Exactly what is written in the records below should be returned, minus the images.

[Dataset entries]
====

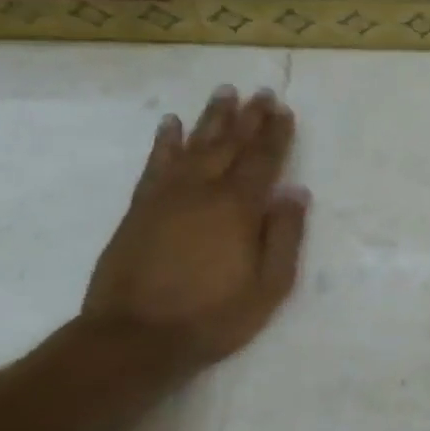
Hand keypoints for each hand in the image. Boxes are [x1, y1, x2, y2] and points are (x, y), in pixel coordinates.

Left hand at [82, 86, 308, 372]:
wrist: (133, 339)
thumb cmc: (213, 316)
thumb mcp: (269, 285)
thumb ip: (285, 236)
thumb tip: (296, 192)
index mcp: (239, 208)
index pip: (263, 160)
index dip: (275, 134)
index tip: (284, 109)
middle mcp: (203, 191)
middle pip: (230, 145)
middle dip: (248, 117)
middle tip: (260, 92)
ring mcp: (167, 197)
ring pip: (194, 146)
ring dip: (211, 118)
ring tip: (224, 93)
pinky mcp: (139, 209)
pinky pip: (155, 165)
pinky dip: (165, 142)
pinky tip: (170, 125)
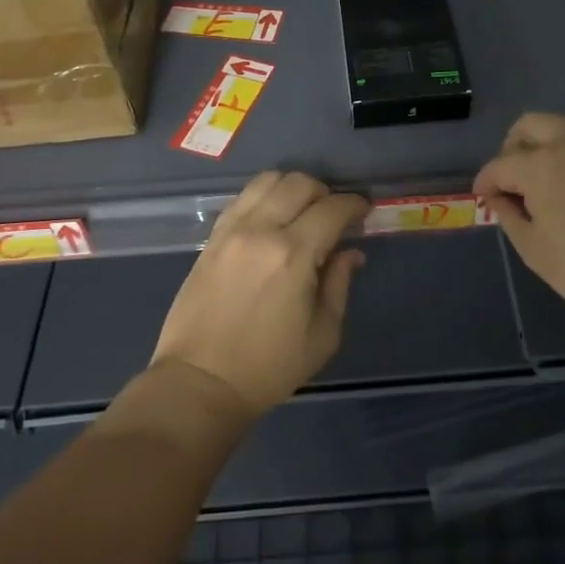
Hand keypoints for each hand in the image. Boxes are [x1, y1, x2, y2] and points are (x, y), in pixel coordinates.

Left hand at [151, 171, 368, 417]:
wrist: (200, 382)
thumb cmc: (268, 367)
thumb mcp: (322, 335)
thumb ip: (339, 284)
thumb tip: (351, 252)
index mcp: (293, 254)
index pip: (332, 209)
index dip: (355, 204)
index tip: (365, 211)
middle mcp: (261, 230)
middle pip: (300, 183)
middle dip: (325, 192)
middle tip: (334, 215)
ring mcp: (232, 230)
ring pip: (268, 181)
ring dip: (293, 188)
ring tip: (302, 211)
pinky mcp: (212, 238)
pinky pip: (243, 198)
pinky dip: (264, 197)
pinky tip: (272, 219)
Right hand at [473, 113, 564, 337]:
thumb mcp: (536, 252)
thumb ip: (509, 216)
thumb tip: (499, 197)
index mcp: (541, 164)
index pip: (500, 164)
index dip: (486, 181)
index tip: (483, 197)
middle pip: (529, 126)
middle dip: (512, 149)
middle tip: (513, 181)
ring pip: (562, 128)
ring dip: (545, 148)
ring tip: (547, 186)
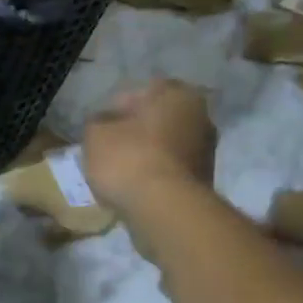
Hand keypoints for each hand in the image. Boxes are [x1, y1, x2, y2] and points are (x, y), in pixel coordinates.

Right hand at [82, 80, 215, 217]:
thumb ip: (98, 122)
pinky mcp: (204, 181)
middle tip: (109, 148)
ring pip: (166, 146)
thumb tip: (105, 123)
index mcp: (177, 94)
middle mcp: (201, 117)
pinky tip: (135, 188)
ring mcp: (207, 151)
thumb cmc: (129, 159)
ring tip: (119, 173)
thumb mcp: (96, 134)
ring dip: (146, 155)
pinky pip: (171, 170)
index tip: (101, 127)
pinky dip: (155, 175)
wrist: (165, 210)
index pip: (142, 92)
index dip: (117, 108)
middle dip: (135, 132)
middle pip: (157, 119)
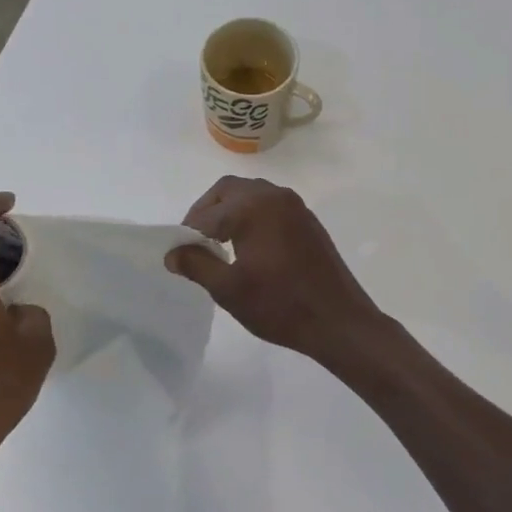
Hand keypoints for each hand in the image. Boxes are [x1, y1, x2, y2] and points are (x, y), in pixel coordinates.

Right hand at [165, 177, 384, 365]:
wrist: (339, 321)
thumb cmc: (280, 305)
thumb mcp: (229, 290)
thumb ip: (197, 265)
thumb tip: (173, 252)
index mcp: (252, 208)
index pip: (206, 213)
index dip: (187, 233)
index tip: (178, 254)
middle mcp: (274, 196)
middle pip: (228, 190)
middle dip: (206, 211)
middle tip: (194, 241)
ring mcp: (295, 206)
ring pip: (251, 194)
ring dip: (229, 210)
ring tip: (218, 243)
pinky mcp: (307, 220)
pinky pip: (270, 205)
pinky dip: (251, 215)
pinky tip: (248, 246)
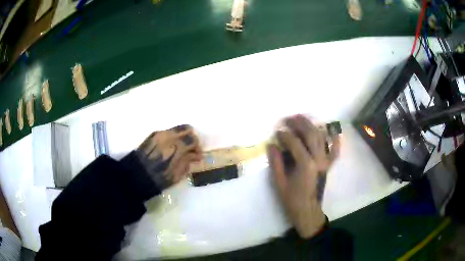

====

* **Written response**:
Hand keypoints for each hand in the image. Boxes are [x1, y1, x2, y2] and points are (x, y), in pixel coordinates.

Left hand at [82, 86, 308, 372]:
wrist: (133, 339)
thumb cmc: (213, 316)
thumb mcp: (269, 285)
thumb ip: (285, 236)
thumb tip: (296, 192)
index mcp: (239, 208)
index pip: (263, 160)
index dip: (275, 134)
index tip: (284, 109)
middle mcp: (203, 191)
middle pip: (230, 145)
middle dip: (248, 117)
middle tip: (260, 92)
ring mcp: (167, 197)
ring pip: (194, 146)
ring dip: (211, 118)
ring tip: (224, 93)
pinky mcp: (139, 209)
pinky pip: (155, 165)
pinky dip: (165, 142)
pinky tip: (170, 125)
Hand keypoints for each hand in the image. Boxes are [x1, y1, x2, y2] and points are (x, y), in pixel coordinates.

Left hand at [151, 171, 368, 417]:
wrist: (200, 382)
thumb cmc: (268, 367)
thumb mcp: (322, 335)
thumb ip: (339, 284)
thumb tip: (351, 252)
index mcp: (293, 254)
index pip: (332, 209)
index dip: (355, 204)
index tip: (365, 211)
middle mcp: (261, 230)
middle pip: (300, 183)
middle dip: (325, 192)
middle tip: (334, 215)
ring mcp: (232, 230)
ring pip: (268, 181)
ring dip: (293, 188)
ring tip: (302, 211)
pinky mcp: (212, 238)
pinky pip: (243, 198)
pinky dip: (264, 197)
pinky tip: (272, 219)
Right hand at [473, 113, 564, 337]:
thumb mcp: (536, 252)
thumb ip: (509, 216)
thumb tip: (499, 197)
index mcp: (541, 164)
index pip: (500, 164)
index dip: (486, 181)
index tip: (483, 197)
middle pip: (529, 126)
middle dip: (512, 149)
middle tip: (513, 181)
ring pip: (562, 128)
ring dip: (545, 148)
ring tip: (547, 186)
Hand keypoints for each hand in the image. Boxes are [x1, y1, x2, y2] and points are (x, y), in pixel coordinates.

Right hand at [82, 80, 215, 217]:
thumb ip: (98, 122)
pinky mcp: (204, 181)
middle tip: (109, 148)
ring pip: (166, 146)
thumb tip: (105, 123)
index mcp: (177, 94)
middle mcp: (201, 117)
pinky tip: (135, 188)
ring mcp: (207, 151)
thumb cmc: (129, 159)
ring tip: (119, 173)
thumb mcp: (96, 134)
ring dip: (146, 155)
pinky pip: (171, 170)
index tip: (101, 127)
pinky dip: (155, 175)
wrist: (165, 210)
index pip: (142, 92)
index dip: (117, 108)
middle dip: (135, 132)
middle pip: (157, 119)
Hand keypoints for each hand in the image. Boxes are [x1, y1, x2, y2] and points are (x, y), in pixel coordinates.

Right hand at [165, 177, 384, 365]:
wrist: (339, 321)
thumb cmc: (280, 305)
thumb mcp: (229, 290)
thumb ip: (197, 265)
thumb tip: (173, 252)
index mcp: (252, 208)
index pip: (206, 213)
index dip: (187, 233)
index tip: (178, 254)
middle mcp: (274, 196)
middle pip: (228, 190)
middle dip: (206, 211)
middle tip: (194, 241)
ring mcp: (295, 206)
ring pip: (251, 194)
ring dip: (229, 210)
ring tip: (218, 243)
pinky mcp: (307, 220)
pinky pip: (270, 205)
pinky dip: (251, 215)
pinky tip: (248, 246)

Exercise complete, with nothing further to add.